The question then is how to use these meeting techniques to realize the potential. Clearly, the Climate Talks did not deliver, despite the Indaba. But looking at it from the other end: with the normal process the result might have been worse. Of course it’s hard to compare between the situation with and without Indaba, but there is a reason the presidency turned to this method.

 

Holding meetings that deliver

The question still remains: how to hold inclusive meetings that deliver? Let me start by stating that the potential is only as big as the willingness of the participants to come to a close.
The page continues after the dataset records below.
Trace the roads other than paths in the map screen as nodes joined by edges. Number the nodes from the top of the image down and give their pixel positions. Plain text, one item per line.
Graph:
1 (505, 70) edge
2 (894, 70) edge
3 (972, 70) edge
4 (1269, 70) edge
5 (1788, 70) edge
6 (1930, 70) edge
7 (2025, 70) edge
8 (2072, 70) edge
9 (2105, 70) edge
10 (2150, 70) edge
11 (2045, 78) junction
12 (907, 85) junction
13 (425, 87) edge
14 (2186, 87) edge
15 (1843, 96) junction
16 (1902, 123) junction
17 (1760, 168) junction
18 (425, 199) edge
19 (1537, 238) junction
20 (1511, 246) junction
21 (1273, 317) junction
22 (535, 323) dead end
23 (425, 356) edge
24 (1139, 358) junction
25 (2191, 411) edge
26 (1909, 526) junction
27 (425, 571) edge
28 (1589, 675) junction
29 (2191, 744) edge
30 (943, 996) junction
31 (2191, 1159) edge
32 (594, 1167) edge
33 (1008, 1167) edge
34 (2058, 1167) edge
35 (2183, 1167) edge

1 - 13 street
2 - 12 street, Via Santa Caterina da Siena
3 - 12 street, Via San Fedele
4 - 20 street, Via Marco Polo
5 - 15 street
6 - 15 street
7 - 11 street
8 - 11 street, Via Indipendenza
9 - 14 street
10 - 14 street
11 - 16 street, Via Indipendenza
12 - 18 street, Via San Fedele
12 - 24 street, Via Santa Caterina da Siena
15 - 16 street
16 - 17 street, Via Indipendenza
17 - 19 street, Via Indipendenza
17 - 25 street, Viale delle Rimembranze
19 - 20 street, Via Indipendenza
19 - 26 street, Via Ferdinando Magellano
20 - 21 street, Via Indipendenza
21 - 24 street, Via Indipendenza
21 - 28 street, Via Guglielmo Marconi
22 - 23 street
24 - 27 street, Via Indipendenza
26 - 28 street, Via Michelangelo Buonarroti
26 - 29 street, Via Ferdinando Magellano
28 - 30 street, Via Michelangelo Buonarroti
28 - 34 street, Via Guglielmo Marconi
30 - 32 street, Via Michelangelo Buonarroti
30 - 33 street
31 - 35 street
Of course, this willingness increases when you use an inclusive method.

 

A normal meeting process where all participants sit around a table usually exacerbates the differences between participants, making agreements harder to make. Inclusive meeting techniques are designed to let participants coalesce around common agreements. But eventually, if (some) participants do not want to reach an agreement, the end result will be less impressive than many hoped for, whatever inclusive technique you apply.

 

Having said that, there is a couple of common features that will help capitalise on the potential of inclusive meeting techniques. I’ll name 4 of them.

 

1. Use sub-groups

Reaching agreement with 195 parties like in the Paris Climate Talks is near to impossible… unless you break up regularly in small groups. One thing inclusive meeting techniques have in common is that they strike a balance between conversations done in small groups and in plenary. With 195 participants this seems like a no-brainer. But have you tried this with smaller meetings? How often do we sit around a table with, say, 15 participants trying to reach a close? Using sub-groups helps! With growing complexity, more and more people (need to) get involved. Inclusive techniques make it possible to have the right conversations and make the right decisions by using subgrouping.

 

2. Downplay the hierarchy

Hierarchy means that some participants have a bigger say than others. That’s the opposite of inclusive. This worked out fine till recently (and still does for straight forward problems), but many of our current problems, be it societal or organisational ones, have become too complex to leave decisions to the powerful. Nowadays solutions are multi-layered and multi-disciplinary, thus requiring involvement by more and more people. Inclusive meeting techniques help tackling the problem hierarchy inherently brings.

 

3. Slow down to accelerate

Speed is a strange notion for meetings slow us all down individually. That’s one of the main reasons we so loathe meetings. They take out all the individual speed you had and it feels as the whole process is stalling. ‘While we meet, work is waiting for us’ – that feeling. But with our solutions being multi-layered and multi-disciplinary, we can’t do without meetings. Inclusive meeting techniques, because of their results and call to actions, give energy and lay the ground for the acceleration after the meeting. In that sense the Climate Talks could be called a success as the world is finally talking about the end of the carbon era.

 

4. Create transparency and accountability

Multi-layered and multi-disciplinary solutions require participants to know what is happening and who will take up what task. The whole Agile manifesto, which is in essence about inclusion (of client, teams, stakeholders, etc…), is built on transparency and accountability. You see it back in their meetings (or ceremonies as they call it). It’s also why many inclusive techniques are so fond of using big paper flips. They capture the results of a meeting in such a way that it’s visible for everyone. At the Climate Talks, the presidency, leading the meeting, would openly ask for participants to expose their bottom line and then ask for a breakout between contending participants. Thus, everyone could hear what was not resolved and see who was held responsible for a solution.

 

And so I still advocate the use of inclusive meeting techniques. In an ever increasingly complex world we need to maximize cooperation. The normal way we hold our meetings is not fit for that. We need to radically change our approach to our meetings and make them inclusive. The Climate Talks in Paris is only the beginning.